● Goal of the exercise
All of the data should be output character for character, except the pictures.

● Records shown
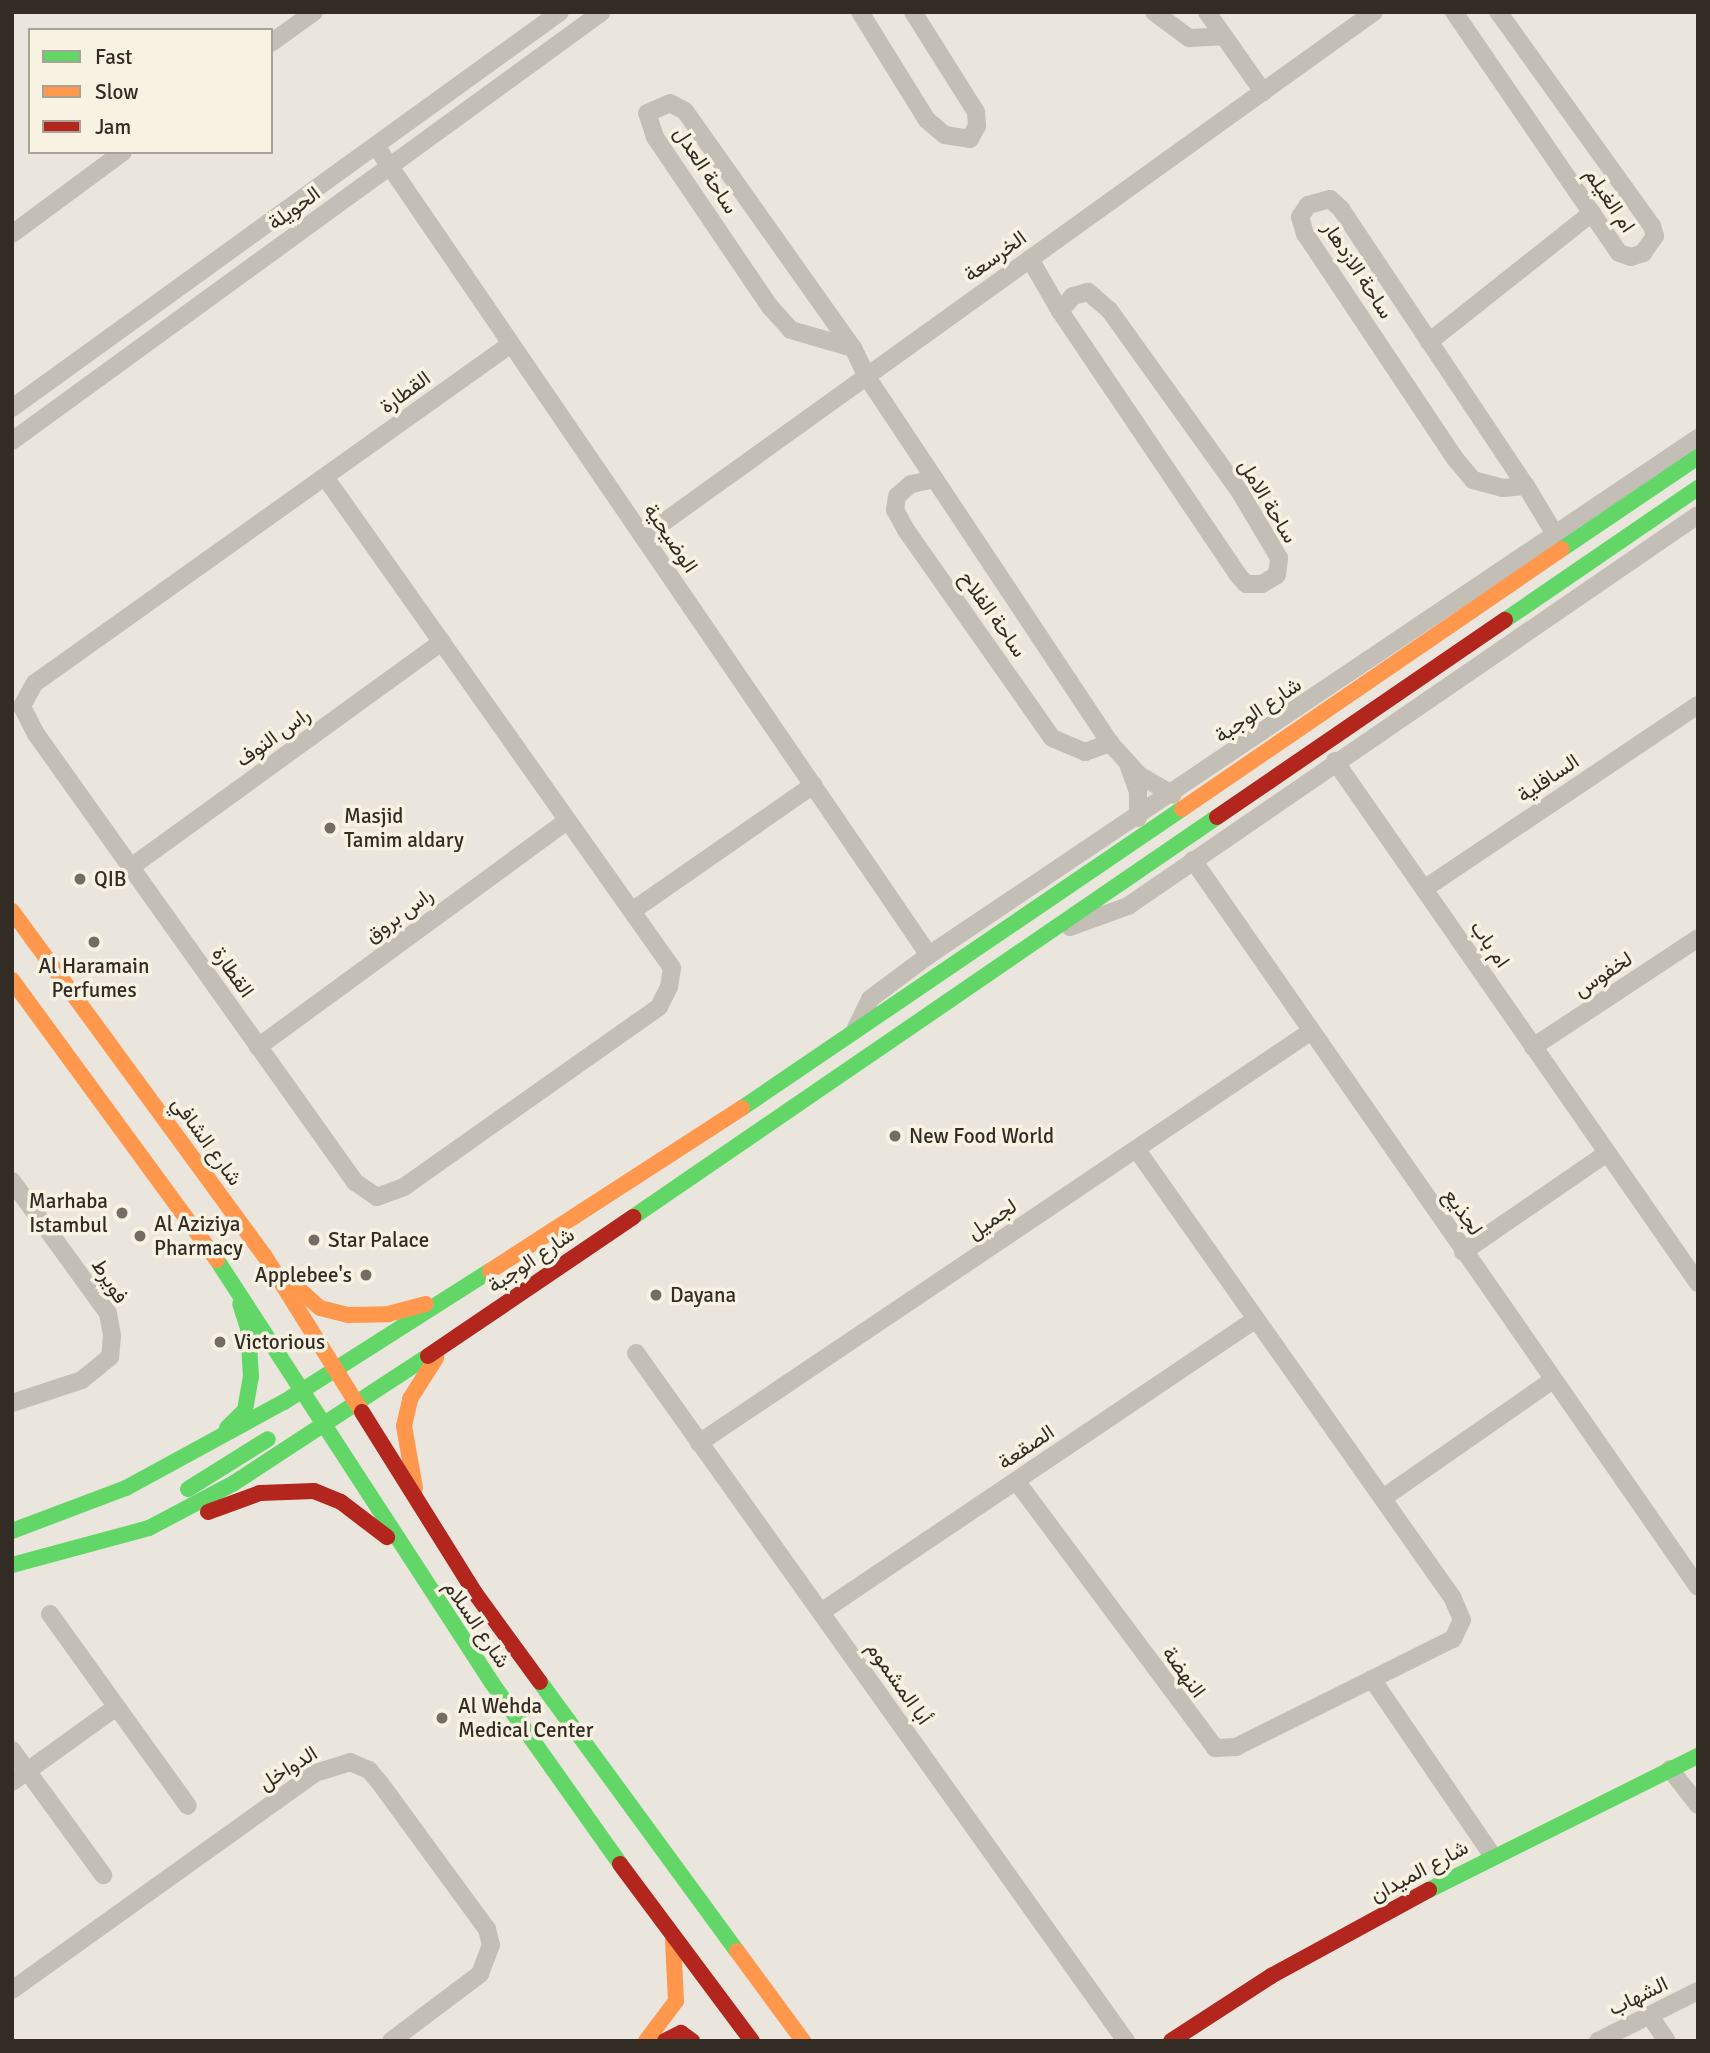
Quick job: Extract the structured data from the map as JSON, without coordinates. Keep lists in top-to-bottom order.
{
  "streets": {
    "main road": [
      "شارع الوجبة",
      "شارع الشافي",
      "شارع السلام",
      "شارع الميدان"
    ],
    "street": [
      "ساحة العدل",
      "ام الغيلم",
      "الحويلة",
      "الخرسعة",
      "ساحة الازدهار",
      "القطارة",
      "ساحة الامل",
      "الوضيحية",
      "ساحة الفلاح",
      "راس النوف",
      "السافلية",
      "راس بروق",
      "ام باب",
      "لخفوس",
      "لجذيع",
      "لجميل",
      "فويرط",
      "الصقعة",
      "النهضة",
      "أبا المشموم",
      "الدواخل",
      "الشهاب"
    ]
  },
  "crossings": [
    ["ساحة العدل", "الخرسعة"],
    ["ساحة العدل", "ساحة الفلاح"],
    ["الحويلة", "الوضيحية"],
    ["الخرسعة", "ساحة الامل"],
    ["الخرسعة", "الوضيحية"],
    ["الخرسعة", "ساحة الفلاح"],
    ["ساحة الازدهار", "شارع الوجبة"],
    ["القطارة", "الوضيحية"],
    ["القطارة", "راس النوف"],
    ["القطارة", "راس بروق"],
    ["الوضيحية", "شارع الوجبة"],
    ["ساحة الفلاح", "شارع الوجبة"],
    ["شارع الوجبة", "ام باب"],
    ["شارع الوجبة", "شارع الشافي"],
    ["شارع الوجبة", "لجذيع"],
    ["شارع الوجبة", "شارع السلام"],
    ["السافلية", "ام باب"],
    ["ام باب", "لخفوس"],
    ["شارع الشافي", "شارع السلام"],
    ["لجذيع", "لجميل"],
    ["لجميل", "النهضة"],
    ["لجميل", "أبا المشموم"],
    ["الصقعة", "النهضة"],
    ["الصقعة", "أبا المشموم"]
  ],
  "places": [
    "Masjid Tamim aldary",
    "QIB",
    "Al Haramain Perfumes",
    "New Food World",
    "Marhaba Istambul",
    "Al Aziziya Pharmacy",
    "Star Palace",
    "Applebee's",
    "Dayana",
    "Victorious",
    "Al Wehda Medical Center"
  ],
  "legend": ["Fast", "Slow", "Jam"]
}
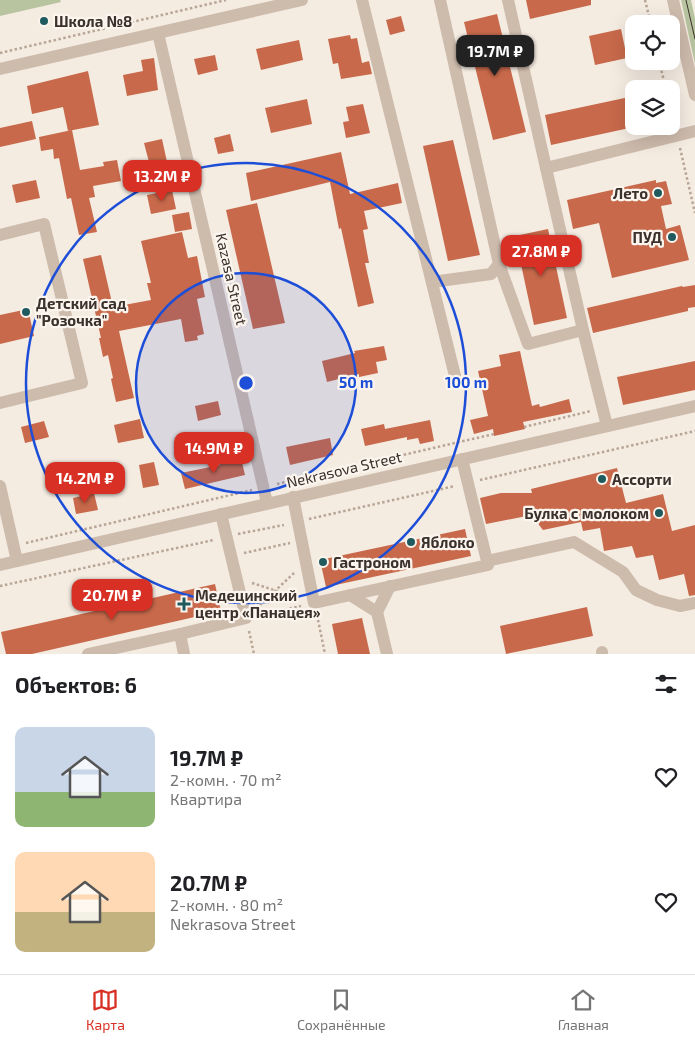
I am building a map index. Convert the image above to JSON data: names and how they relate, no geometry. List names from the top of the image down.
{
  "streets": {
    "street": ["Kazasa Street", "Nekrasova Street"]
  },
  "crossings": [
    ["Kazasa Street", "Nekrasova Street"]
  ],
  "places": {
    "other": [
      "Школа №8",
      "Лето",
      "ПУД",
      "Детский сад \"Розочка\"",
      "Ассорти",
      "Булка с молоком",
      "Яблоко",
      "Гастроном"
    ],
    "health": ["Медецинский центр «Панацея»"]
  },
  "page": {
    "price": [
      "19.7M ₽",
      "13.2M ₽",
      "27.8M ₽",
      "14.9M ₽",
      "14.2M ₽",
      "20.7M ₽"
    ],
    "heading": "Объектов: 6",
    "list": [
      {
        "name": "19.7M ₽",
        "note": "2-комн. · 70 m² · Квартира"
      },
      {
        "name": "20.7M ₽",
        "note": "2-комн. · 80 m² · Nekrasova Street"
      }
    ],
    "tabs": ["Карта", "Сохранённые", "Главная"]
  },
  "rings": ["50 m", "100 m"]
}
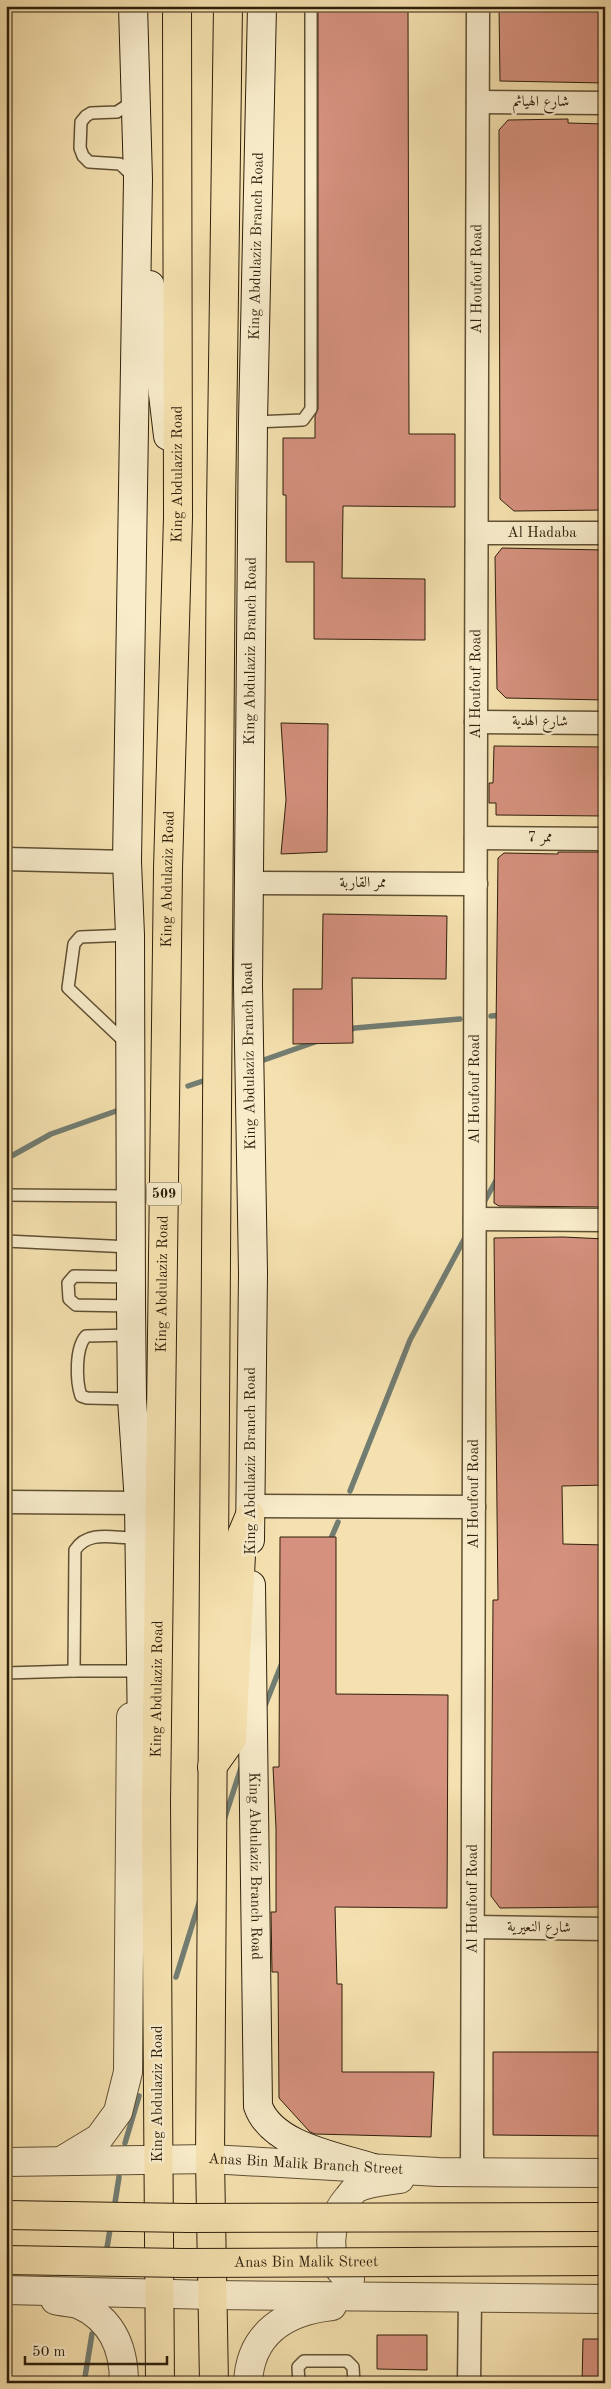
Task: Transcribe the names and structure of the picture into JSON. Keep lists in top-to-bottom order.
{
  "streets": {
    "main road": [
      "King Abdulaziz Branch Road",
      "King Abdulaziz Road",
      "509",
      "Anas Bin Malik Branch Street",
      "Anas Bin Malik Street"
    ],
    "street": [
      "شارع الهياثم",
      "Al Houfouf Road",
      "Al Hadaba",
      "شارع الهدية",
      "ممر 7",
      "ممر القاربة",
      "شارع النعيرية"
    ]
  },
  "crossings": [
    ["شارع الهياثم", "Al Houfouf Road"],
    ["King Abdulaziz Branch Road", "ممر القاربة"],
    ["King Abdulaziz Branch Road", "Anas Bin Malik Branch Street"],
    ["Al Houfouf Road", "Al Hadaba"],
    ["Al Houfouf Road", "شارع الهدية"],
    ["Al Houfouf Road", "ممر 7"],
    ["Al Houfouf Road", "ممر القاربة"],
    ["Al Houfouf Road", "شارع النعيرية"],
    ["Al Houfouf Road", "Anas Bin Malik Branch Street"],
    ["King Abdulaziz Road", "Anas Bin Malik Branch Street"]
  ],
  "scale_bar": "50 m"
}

● Answer section
Quick job: Extract the structured data from the map as JSON, without coordinates. Keep lists in top-to-bottom order.
{
  "streets": {
    "main road": [
      "شارع الوجبة",
      "شارع الشافي",
      "شارع السلام",
      "شارع الميدان"
    ],
    "street": [
      "ساحة العدل",
      "ام الغيلم",
      "الحويلة",
      "الخرسعة",
      "ساحة الازدهار",
      "القطارة",
      "ساحة الامل",
      "الوضيحية",
      "ساحة الفلاح",
      "راس النوف",
      "السافلية",
      "راس بروق",
      "ام باب",
      "لخفوس",
      "لجذيع",
      "لجميل",
      "فويرط",
      "الصقعة",
      "النهضة",
      "أبا المشموم",
      "الدواخل",
      "الشهاب"
    ]
  },
  "crossings": [
    ["ساحة العدل", "الخرسعة"],
    ["ساحة العدل", "ساحة الفلاح"],
    ["الحويلة", "الوضيحية"],
    ["الخرسعة", "ساحة الامل"],
    ["الخرسعة", "الوضيحية"],
    ["الخرسعة", "ساحة الفلاح"],
    ["ساحة الازدهار", "شارع الوجبة"],
    ["القطارة", "الوضيحية"],
    ["القطارة", "راس النوف"],
    ["القطارة", "راس بروق"],
    ["الوضيحية", "شارع الوجبة"],
    ["ساحة الفلاح", "شارع الوجبة"],
    ["شارع الوجبة", "ام باب"],
    ["شارع الوجبة", "شارع الشافي"],
    ["شارع الوجبة", "لجذيع"],
    ["شارع الوجبة", "شارع السلام"],
    ["السافلية", "ام باب"],
    ["ام باب", "لخفوس"],
    ["شارع الشافي", "شارع السلام"],
    ["لجذيع", "لجميل"],
    ["لجميل", "النهضة"],
    ["لجميل", "أبا المشموم"],
    ["الصقعة", "النهضة"],
    ["الصقعة", "أبا المشموم"]
  ],
  "places": [
    "Masjid Tamim aldary",
    "QIB",
    "Al Haramain Perfumes",
    "New Food World",
    "Marhaba Istambul",
    "Al Aziziya Pharmacy",
    "Star Palace",
    "Applebee's",
    "Dayana",
    "Victorious",
    "Al Wehda Medical Center"
  ],
  "legend": ["Fast", "Slow", "Jam"]
}
I am building a map index. Convert the image above to JSON data: names and how they relate, no geometry. List names from the top of the image down.
{
  "streets": {
    "street": ["Kazasa Street", "Nekrasova Street"]
  },
  "crossings": [
    ["Kazasa Street", "Nekrasova Street"]
  ],
  "places": {
    "other": [
      "Школа №8",
      "Лето",
      "ПУД",
      "Детский сад \"Розочка\"",
      "Ассорти",
      "Булка с молоком",
      "Яблоко",
      "Гастроном"
    ],
    "health": ["Медецинский центр «Панацея»"]
  },
  "page": {
    "price": [
      "19.7M ₽",
      "13.2M ₽",
      "27.8M ₽",
      "14.9M ₽",
      "14.2M ₽",
      "20.7M ₽"
    ],
    "heading": "Объектов: 6",
    "list": [
      {
        "name": "19.7M ₽",
        "note": "2-комн. · 70 m² · Квартира"
      },
      {
        "name": "20.7M ₽",
        "note": "2-комн. · 80 m² · Nekrasova Street"
      }
    ],
    "tabs": ["Карта", "Сохранённые", "Главная"]
  },
  "rings": ["50 m", "100 m"]
}
Task: Transcribe the names and structure of the picture into JSON. Keep lists in top-to-bottom order.
{
  "streets": {
    "main road": [
      "King Abdulaziz Branch Road",
      "King Abdulaziz Road",
      "509",
      "Anas Bin Malik Branch Street",
      "Anas Bin Malik Street"
    ],
    "street": [
      "شارع الهياثم",
      "Al Houfouf Road",
      "Al Hadaba",
      "شارع الهدية",
      "ممر 7",
      "ممر القاربة",
      "شارع النعيرية"
    ]
  },
  "crossings": [
    ["شارع الهياثم", "Al Houfouf Road"],
    ["King Abdulaziz Branch Road", "ممر القاربة"],
    ["King Abdulaziz Branch Road", "Anas Bin Malik Branch Street"],
    ["Al Houfouf Road", "Al Hadaba"],
    ["Al Houfouf Road", "شارع الهدية"],
    ["Al Houfouf Road", "ممر 7"],
    ["Al Houfouf Road", "ممر القاربة"],
    ["Al Houfouf Road", "شارع النعيرية"],
    ["Al Houfouf Road", "Anas Bin Malik Branch Street"],
    ["King Abdulaziz Road", "Anas Bin Malik Branch Street"]
  ],
  "scale_bar": "50 m"
}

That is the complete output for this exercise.